I spent Christmas and New Year with my family in Tasmania and, like all mainlanders, came back slightly besotted with the beauty of the island and the quality of the local food. All the stone fruits and berries were in full flight and there were roadside stalls selling local fruit and oysters everywhere. On a family trip to Port Arthur, we stopped on the way at a roadside coffee van and a bought beautiful apricots for three dollars a kilo. Then, on the way back to Hobart, we stopped at an unprepossessing service station for oysters and, amongst the usual chips, soft drinks and chocolate, was local honey and other high-end gourmet foodstuffs. An American tourist was buying up striped woollen socks, she couldn’t believe the high quality of the socks for a bargain price. The socks sold at the servo were merino wool and too hot for the Sydney climate but I spent 80 dollars on beautifully coloured stripy Mongrel cotton socks on my two trips to the Salamanca Markets, so I could totally understand where she was coming from.

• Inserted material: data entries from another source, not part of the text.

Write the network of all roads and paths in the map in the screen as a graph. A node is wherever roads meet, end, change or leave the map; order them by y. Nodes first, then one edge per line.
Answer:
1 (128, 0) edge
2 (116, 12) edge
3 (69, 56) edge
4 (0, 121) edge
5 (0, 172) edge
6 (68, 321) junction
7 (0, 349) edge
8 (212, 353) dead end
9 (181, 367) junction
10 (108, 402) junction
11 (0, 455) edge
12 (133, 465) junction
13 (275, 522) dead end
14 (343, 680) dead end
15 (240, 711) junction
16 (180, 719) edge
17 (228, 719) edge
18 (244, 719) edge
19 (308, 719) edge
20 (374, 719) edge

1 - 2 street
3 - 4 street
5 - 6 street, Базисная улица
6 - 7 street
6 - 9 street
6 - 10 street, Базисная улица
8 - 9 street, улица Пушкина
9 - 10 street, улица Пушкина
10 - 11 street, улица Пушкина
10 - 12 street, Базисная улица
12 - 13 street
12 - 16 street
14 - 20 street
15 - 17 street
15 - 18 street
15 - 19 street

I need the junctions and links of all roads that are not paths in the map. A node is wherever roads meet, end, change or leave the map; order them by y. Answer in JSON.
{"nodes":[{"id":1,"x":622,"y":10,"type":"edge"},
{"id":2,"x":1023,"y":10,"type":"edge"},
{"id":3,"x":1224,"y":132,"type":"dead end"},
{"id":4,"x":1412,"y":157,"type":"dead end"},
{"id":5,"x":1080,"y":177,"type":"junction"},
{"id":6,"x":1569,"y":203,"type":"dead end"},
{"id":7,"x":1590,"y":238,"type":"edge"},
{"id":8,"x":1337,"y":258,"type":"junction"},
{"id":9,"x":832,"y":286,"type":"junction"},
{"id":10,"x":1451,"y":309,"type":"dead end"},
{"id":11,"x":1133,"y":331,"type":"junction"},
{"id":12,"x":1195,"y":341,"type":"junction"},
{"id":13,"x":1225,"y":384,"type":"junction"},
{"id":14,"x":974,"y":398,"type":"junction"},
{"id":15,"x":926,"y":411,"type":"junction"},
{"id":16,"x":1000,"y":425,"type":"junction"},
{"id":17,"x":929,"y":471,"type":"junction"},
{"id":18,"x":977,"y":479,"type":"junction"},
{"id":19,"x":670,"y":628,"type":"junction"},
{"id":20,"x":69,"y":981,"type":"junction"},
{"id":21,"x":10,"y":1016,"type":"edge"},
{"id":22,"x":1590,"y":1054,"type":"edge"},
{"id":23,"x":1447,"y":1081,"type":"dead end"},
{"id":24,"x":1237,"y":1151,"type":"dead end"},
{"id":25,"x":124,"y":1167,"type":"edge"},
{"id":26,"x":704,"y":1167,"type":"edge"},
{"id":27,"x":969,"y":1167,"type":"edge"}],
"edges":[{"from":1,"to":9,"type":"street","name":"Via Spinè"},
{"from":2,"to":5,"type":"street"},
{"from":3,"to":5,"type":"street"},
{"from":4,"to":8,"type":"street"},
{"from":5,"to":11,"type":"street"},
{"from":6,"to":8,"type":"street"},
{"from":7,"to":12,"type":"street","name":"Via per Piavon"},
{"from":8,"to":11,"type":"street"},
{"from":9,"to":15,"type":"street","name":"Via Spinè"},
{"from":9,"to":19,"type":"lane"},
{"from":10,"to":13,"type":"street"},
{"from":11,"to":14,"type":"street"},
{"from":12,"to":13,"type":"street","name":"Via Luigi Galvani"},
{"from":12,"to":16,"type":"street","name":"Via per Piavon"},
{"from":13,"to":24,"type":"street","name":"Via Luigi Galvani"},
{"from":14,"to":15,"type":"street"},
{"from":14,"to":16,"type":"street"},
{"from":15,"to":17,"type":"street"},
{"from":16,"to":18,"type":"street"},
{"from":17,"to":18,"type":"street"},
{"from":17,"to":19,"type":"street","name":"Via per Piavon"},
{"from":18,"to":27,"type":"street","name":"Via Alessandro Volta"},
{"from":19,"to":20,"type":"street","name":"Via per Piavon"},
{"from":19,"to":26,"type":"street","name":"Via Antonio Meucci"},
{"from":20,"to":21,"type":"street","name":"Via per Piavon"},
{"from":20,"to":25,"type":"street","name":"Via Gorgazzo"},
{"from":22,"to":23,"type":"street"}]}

A friend of mine made this walnut and lentil pâté for a spring time picnic in October and it was the hit of the day. Sure, it looks dull and brown and not that exciting but that just makes it just more of a delicious surprise when you taste it. I made it for a New Year’s Eve party we spent at Sandy Bay in Hobart, in the oldest house in the suburb on a hill looking down over the bay. That’s the other thing about Hobart – so many people live in awesome houses with amazing views and heirloom fruit trees and berry bushes in their gardens.
This faux foie gras has something of a retro feel of a vegetarian food from the 1970s: all very herby and lentilly, and you can imagine it being served in a hand-thrown ceramic pottery and being eaten by kaftanned, sandal-wearing party goers at a slightly Bohemian suburban party. Apart from the borage flower picked from my brother and sister-in-law’s garden (thanks Jane!), the photograph makes it look like a study in brown, but trust me – this faux foie gras is really delicious. The recipe makes a large batch but it freezes spectacularly well. In fact, the flavours seem to develop further after a stint in the freezer. If you want to make it vegan, leave out the butter and double the olive oil – I used Saint Omer Tasmanian butter for the batch I made for New Year’s Eve and really good walnuts from the Hill Street Grocer (a Tasmanian foodie institution) and it was so worth it. I also use a bit more herbs, with both parsley and sage (if you can get sage it does give a bit more of a foie gras/pâté flavour). So, buy the best walnuts and butter, throw on some Leonard Cohen and Neil Young and celebrate a back-to-the-future 2016.
Faux foie gras: Lentil and walnut pâté
Adapted from from David Lebovitz
- 12 medium-sized button mushrooms (about 100 grams)
- 2 tablespoons olive oil
- 2 tablespoons butter
- 1 small onion peeled and diced
- 2 cloves garlic peeled and diced
- 2 cups of cooked green lentils (about 1 cup of uncooked lentils)
- 1 cup of chopped walnuts (toasted)
- 2 tablespoons of lemons juice
- 1 tablespoon of soy sauce or tamari
- 2 teaspoon fresh minced rosemary
- 2 tablespoons minced fresh thyme
- 2 tablespoons fresh minced sage or parsley
- Optional: 2 teaspoons cognac or brandy
- 1 teaspoon brown sugar
- 1/8 teaspoon cayenne pepper
- salt and freshly ground black pepper.
- Simmer lentils in water with a bay leaf until tender (about 20–30 minutes). Take the bay leaf out and discard and drain the lentils.
- Wipe mushrooms clean, trim grungy ends off the stems of the mushrooms and slice them.
- Heat olive oil and butter in a large skillet and fry onion and garlic until translucent, add slice mushrooms and continue to fry until mushrooms are tender. Season with cayenne pepper, salt and freshly ground black pepper.
- Allow mushrooms to cool a little and place in food processor with lentils, walnuts, herbs, soy sauce, lemon, brown sugar, mushroom mixture and brandy or cognac if using. Process until tender. Add extra lemon juice and olive oil and season for taste and texture. It should be a fairly stiff pâté but I find I need to add extra olive oil and lemon juice to get a bit smoother more spreadable texture.
- The pâté lasts well in the fridge but it also freezes excellently, the flavours develop a little more after a time.